## Exercise objective
Every record below should be retyped exactly, and no picture should appear in the copy.
== Segment start ==
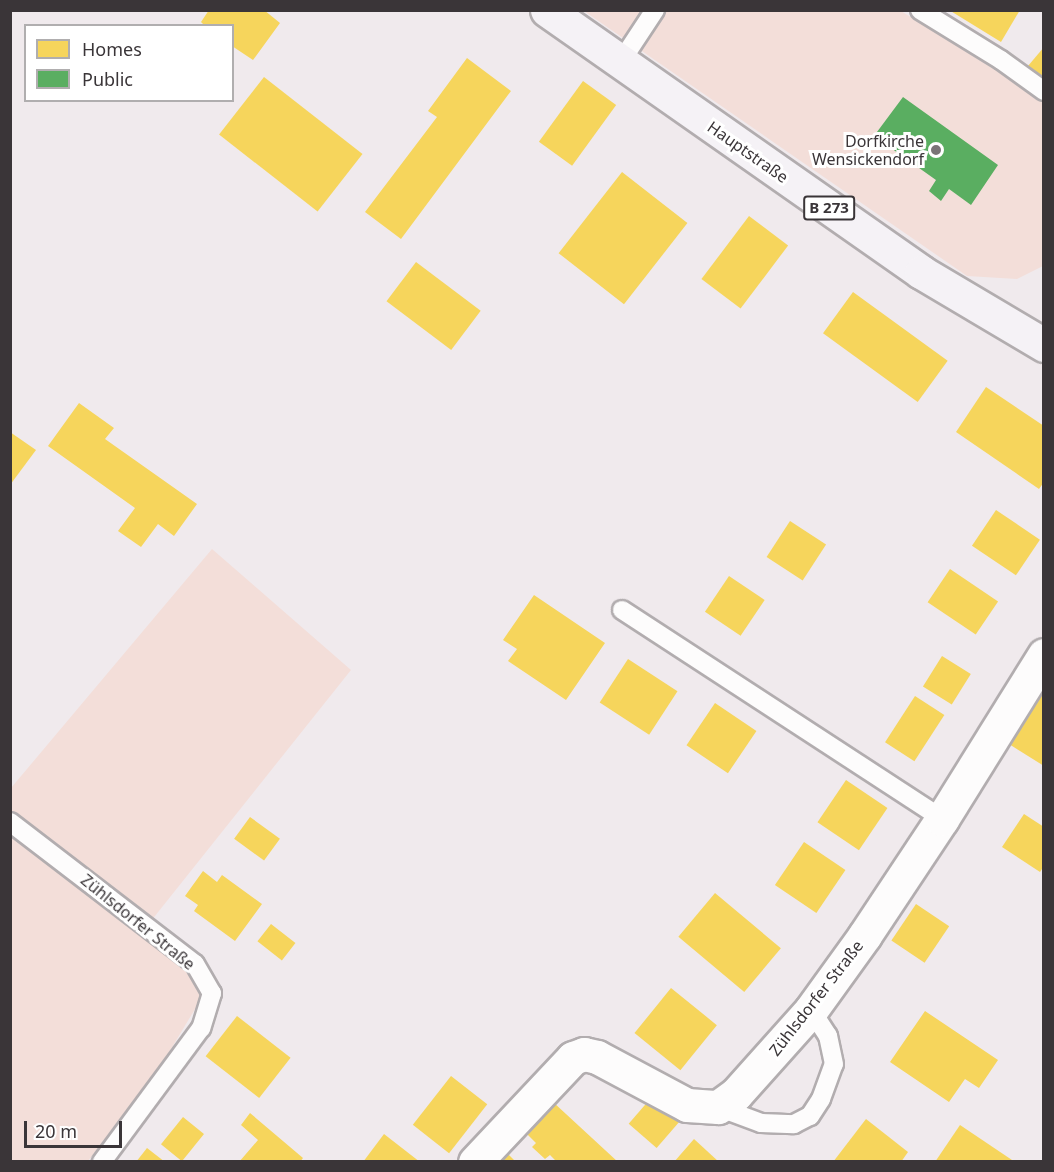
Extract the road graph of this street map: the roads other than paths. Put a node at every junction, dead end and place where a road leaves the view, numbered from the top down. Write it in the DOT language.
graph roads {
  1 [pos="547,10"];
  2 [pos="655,10"];
  3 [pos="920,10"];
  4 [pos="620,63"];
  5 [pos="1044,91"];
  6 [pos="1044,345"];
  7 [pos="622,610"];
  8 [pos="1044,655"];
  9 [pos="942,819"];
  10 [pos="10,822"];
  11 [pos="811,1010"];
  12 [pos="718,1107"];
  13 [pos="102,1161"];
  14 [pos="475,1161"];
  1 -- 4 [label="main road, Hauptstraße / B 273"];
  2 -- 4 [label="lane"];
  3 -- 5 [label="lane"];
  4 -- 6 [label="main road, Hauptstraße / B 273"];
  7 -- 9 [label="lane"];
  8 -- 9 [label="street, Zühlsdorfer Straße"];
  9 -- 11 [label="street, Zühlsdorfer Straße"];
  10 -- 13 [label="lane, Zühlsdorfer Straße"];
  11 -- 12 [label="street, Zühlsdorfer Straße"];
  11 -- 12 [label="lane"];
  12 -- 14 [label="street"];
}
== Segment end ==
## Solution
Extract the road graph of this street map: the roads other than paths. Put a node at every junction, dead end and place where a road leaves the view, numbered from the top down. Write it in the DOT language.
graph roads {
  1 [pos="547,10"];
  2 [pos="655,10"];
  3 [pos="920,10"];
  4 [pos="620,63"];
  5 [pos="1044,91"];
  6 [pos="1044,345"];
  7 [pos="622,610"];
  8 [pos="1044,655"];
  9 [pos="942,819"];
  10 [pos="10,822"];
  11 [pos="811,1010"];
  12 [pos="718,1107"];
  13 [pos="102,1161"];
  14 [pos="475,1161"];
  1 -- 4 [label="main road, Hauptstraße / B 273"];
  2 -- 4 [label="lane"];
  3 -- 5 [label="lane"];
  4 -- 6 [label="main road, Hauptstraße / B 273"];
  7 -- 9 [label="lane"];
  8 -- 9 [label="street, Zühlsdorfer Straße"];
  9 -- 11 [label="street, Zühlsdorfer Straße"];
  10 -- 13 [label="lane, Zühlsdorfer Straße"];
  11 -- 12 [label="street, Zühlsdorfer Straße"];
  11 -- 12 [label="lane"];
  12 -- 14 [label="street"];
}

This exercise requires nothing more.